Hacking with RavenDB's multi-maps

A couple of months ago I blogged about Orev - OpenRelevance viewer. The purpose of Orev, in short, is to create materials and a sandbox that allow to measure relevance between different full-text search methods.

In Orev we have Corpora, Topics and Judgments. A user is shown a Topic (= a few sentences describing something), and a Corpus Document, and he has to make a Judgment - whether the document is relevant to this Topic or not. By having a lot of judgments on a lot of corpora, using a lot of topics, we can perform automatic searches with different methods, and measure their relevance.

Orev was built using RavenDB as it's back-store, and in this post I'm going to show a nice approach we used to facilitate the judging process.

The Model

To start with, the model is a very simple one - we have Topic, User and Corpus, and of course we have a Judgment.

A Corpus has many CorpusDocuments, which are saved separately and not within the Corpus document itself. This is done for many reasons: they are different transactional units (if I update a typo in a document, the entire Corpus doesn't really change), and we want to retrieve one single document at a time when judging. Also, containing all documents within a parent Corpus document will bloat that document tremendously. So, for all intents and purposes, each CorpusDocument has to be stored as its own document.
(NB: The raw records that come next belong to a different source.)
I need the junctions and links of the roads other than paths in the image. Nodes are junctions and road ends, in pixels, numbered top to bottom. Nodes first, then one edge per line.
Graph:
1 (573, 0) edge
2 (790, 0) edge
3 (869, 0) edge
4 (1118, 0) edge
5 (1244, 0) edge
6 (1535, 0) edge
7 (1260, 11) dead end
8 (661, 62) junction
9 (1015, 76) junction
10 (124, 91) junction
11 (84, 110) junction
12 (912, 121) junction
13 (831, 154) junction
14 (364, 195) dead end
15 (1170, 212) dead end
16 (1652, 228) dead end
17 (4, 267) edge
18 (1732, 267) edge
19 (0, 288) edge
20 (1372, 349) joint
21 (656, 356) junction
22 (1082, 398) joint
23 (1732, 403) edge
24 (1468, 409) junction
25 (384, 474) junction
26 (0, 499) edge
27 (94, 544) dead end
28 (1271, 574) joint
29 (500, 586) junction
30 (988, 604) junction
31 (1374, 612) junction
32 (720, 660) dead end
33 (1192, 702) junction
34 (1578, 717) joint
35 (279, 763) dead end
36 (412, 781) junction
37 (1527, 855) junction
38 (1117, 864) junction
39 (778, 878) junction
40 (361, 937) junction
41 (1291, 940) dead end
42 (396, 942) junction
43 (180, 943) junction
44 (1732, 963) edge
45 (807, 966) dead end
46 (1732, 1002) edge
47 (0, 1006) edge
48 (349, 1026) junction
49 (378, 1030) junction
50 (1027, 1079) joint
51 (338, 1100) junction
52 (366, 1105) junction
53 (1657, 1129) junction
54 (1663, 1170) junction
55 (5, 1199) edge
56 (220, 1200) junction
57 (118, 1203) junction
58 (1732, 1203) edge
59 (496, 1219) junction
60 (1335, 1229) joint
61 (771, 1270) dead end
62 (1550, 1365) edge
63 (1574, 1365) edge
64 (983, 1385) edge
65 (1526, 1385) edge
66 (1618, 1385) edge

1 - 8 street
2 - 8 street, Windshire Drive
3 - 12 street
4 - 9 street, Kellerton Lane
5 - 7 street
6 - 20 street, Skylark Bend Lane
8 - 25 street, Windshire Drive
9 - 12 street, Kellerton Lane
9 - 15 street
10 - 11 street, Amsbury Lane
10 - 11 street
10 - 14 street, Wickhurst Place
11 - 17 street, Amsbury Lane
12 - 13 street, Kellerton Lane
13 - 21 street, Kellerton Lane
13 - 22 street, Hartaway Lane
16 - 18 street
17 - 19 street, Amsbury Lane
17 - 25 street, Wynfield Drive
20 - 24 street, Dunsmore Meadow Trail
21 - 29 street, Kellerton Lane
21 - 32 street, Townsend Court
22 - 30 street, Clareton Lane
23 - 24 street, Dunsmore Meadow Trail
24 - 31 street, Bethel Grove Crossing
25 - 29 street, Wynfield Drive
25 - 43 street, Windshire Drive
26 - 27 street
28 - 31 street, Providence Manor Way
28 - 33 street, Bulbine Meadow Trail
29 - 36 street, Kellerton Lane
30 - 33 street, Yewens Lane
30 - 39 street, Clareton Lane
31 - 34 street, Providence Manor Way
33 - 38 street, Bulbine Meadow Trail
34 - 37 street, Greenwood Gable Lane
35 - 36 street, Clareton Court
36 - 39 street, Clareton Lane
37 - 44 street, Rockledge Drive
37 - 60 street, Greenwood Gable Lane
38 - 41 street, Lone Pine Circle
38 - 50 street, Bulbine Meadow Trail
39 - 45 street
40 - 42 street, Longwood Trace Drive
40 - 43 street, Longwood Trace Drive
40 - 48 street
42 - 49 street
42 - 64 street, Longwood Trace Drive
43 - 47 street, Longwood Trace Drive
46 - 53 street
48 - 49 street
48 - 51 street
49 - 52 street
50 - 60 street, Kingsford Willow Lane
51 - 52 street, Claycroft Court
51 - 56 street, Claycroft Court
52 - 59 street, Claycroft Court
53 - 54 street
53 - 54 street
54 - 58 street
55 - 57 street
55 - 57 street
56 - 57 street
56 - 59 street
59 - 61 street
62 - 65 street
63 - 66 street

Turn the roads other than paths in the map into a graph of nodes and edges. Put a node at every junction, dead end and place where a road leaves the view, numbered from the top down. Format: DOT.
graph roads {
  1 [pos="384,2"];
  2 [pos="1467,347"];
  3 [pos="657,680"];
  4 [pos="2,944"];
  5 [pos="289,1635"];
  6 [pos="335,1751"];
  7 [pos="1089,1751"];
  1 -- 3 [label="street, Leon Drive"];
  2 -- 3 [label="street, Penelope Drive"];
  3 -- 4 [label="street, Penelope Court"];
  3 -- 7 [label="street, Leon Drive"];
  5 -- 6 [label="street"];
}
And this is how they look:

    public class Corpus
    {
        public string Id { get; set; }

        [Required]
        public string Name { get; set; }

        [Required]
        public string Description { get; set; }

        [Required]
        [StringLength(5, MinimumLength = 5)]
        public string Language { get; set; } // a language identifier string, en-US for example
    }

    public class CorpusDocument
    {
        public string Id { get; set; }

        public string CorpusId { get; set; }
        public string Title { get; set; }
        public string Content { get; set; }
        public string InternalUniqueName { get; set; } // to allow us to track original name in the imported corpus
    }

    public class Topic
    {
        public string Id { get; set; }

        [Required]
        public string Title { get; set; }

        [Required]
        [DataType(DataType.MultilineText)]
        public string Description { get; set; }

        [Required]
        [DataType(DataType.MultilineText)]
        public string Narrator { get; set; }

        [Required]
        [StringLength(5, MinimumLength = 5)]
        public string Language { get; set; } // a language identifier string, en-US for example

        /// <summary>
        /// Id of user submitting this topic
        /// </summary>
        public string UserId { get; set; }
    }

    public class Judgment
    {
        public enum Verdict
        {
            Relevant,
            NotRelevant,
            Skip,
        };

        [Required]
        public string CorpusId { get; set; }

        [Required]
        public string DocumentId { get; set; }

        [Required]
        public string TopicId { get; set; }

        [Required]
        public string UserId { get; set; }

        [Required]
        public Verdict UserJudgement { get; set; }
    }

The Problem

We deployed the application, and imported a lot of Topics, Corpora and CorpusDocuments. Now we want to start generating Judgments. So we let our user select the Corpus he wants to work on, and a Topic to judge CorpusDocuments against. But once we start the judgment process, how can we pull the next CorpusDocument? remember, we have to find one in the selected Corpus that hasn't been judged yet for the selected Topic.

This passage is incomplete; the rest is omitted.